*** Block opens ***
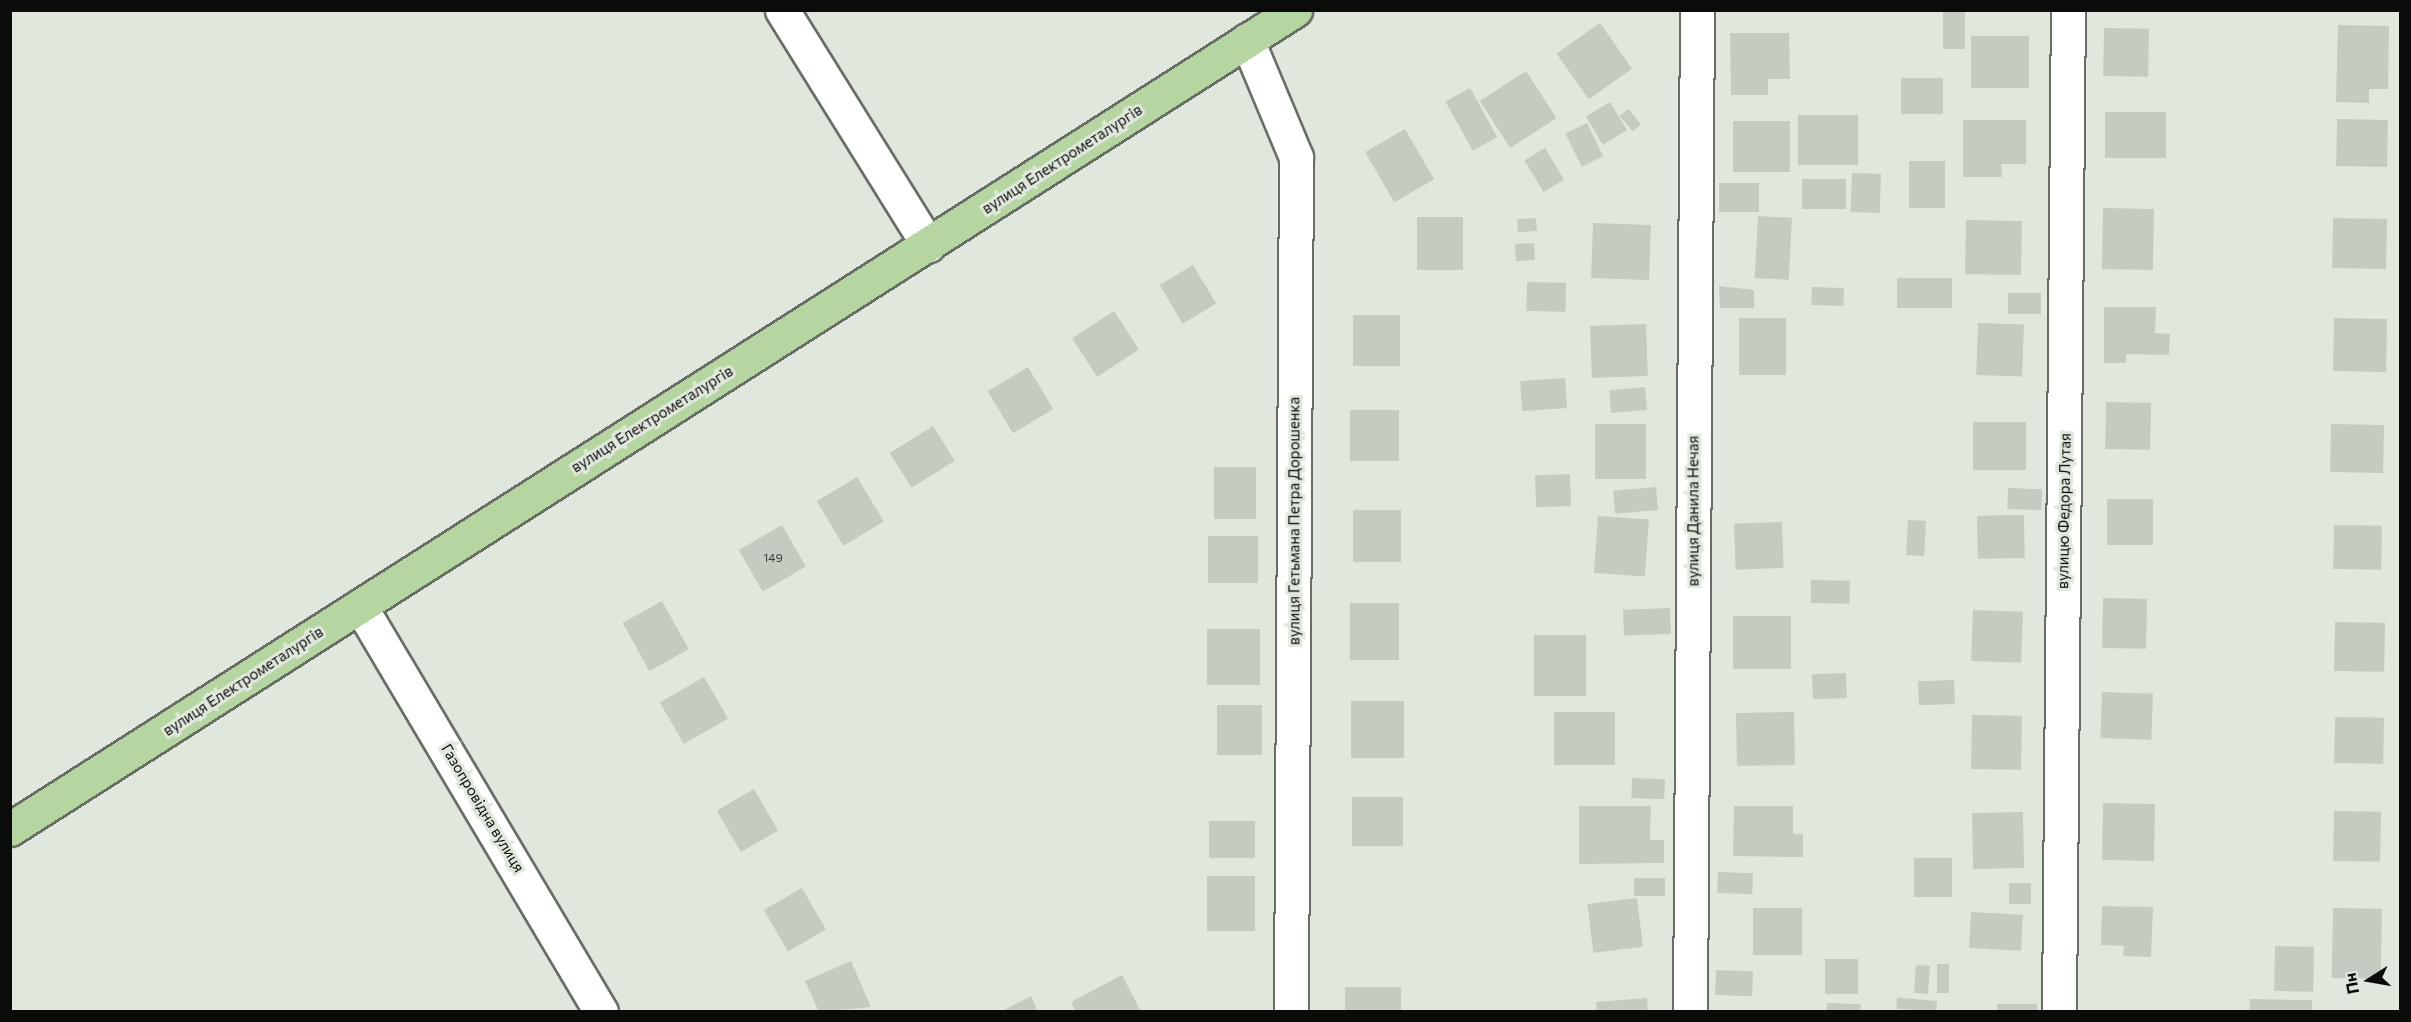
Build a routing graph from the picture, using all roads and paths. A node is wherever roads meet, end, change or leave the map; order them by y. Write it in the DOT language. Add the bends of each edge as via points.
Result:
graph roads {
  1 [pos="782,10"];
  2 [pos="1294,10"];
  3 [pos="1696,10"];
  4 [pos="2068,10"];
  5 [pos="1247,40"];
  6 [pos="928,245"];
  7 [pos="360,606"];
  8 [pos="10,829"];
  9 [pos="601,1011"];
  10 [pos="1291,1011"];
  11 [pos="1690,1011"];
  12 [pos="2059,1011"];
  1 -- 6 [label="street"];
  2 -- 5 [label="main road, вулиця Електрометалургів"];
  3 -- 11 [label="street, вулиця Данила Нечая"];
  4 -- 12 [label="street, вулицю Федора Лутая"];
  5 -- 6 [label="main road, вулиця Електрометалургів"];
  5 -- 10 [label="street, вулиця Гетьмана Петра Дорошенка" via="1296,157"];
  6 -- 7 [label="main road, вулиця Електрометалургів"];
  7 -- 8 [label="main road, вулиця Електрометалургів"];
  7 -- 9 [label="street, Газопровідна вулиця"];
}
*** Block closes ***
*Work required*: Pictures stay out; reproduce every line of the records exactly.

*Reply*:
Build a routing graph from the picture, using all roads and paths. A node is wherever roads meet, end, change or leave the map; order them by y. Write it in the DOT language. Add the bends of each edge as via points.
Result:
graph roads {
  1 [pos="782,10"];
  2 [pos="1294,10"];
  3 [pos="1696,10"];
  4 [pos="2068,10"];
  5 [pos="1247,40"];
  6 [pos="928,245"];
  7 [pos="360,606"];
  8 [pos="10,829"];
  9 [pos="601,1011"];
  10 [pos="1291,1011"];
  11 [pos="1690,1011"];
  12 [pos="2059,1011"];
  1 -- 6 [label="street"];
  2 -- 5 [label="main road, вулиця Електрометалургів"];
  3 -- 11 [label="street, вулиця Данила Нечая"];
  4 -- 12 [label="street, вулицю Федора Лутая"];
  5 -- 6 [label="main road, вулиця Електрометалургів"];
  5 -- 10 [label="street, вулиця Гетьмана Петра Дорошенка" via="1296,157"];
  6 -- 7 [label="main road, вулиця Електрометалургів"];
  7 -- 8 [label="main road, вулиця Електрометалургів"];
  7 -- 9 [label="street, Газопровідна вулиця"];
}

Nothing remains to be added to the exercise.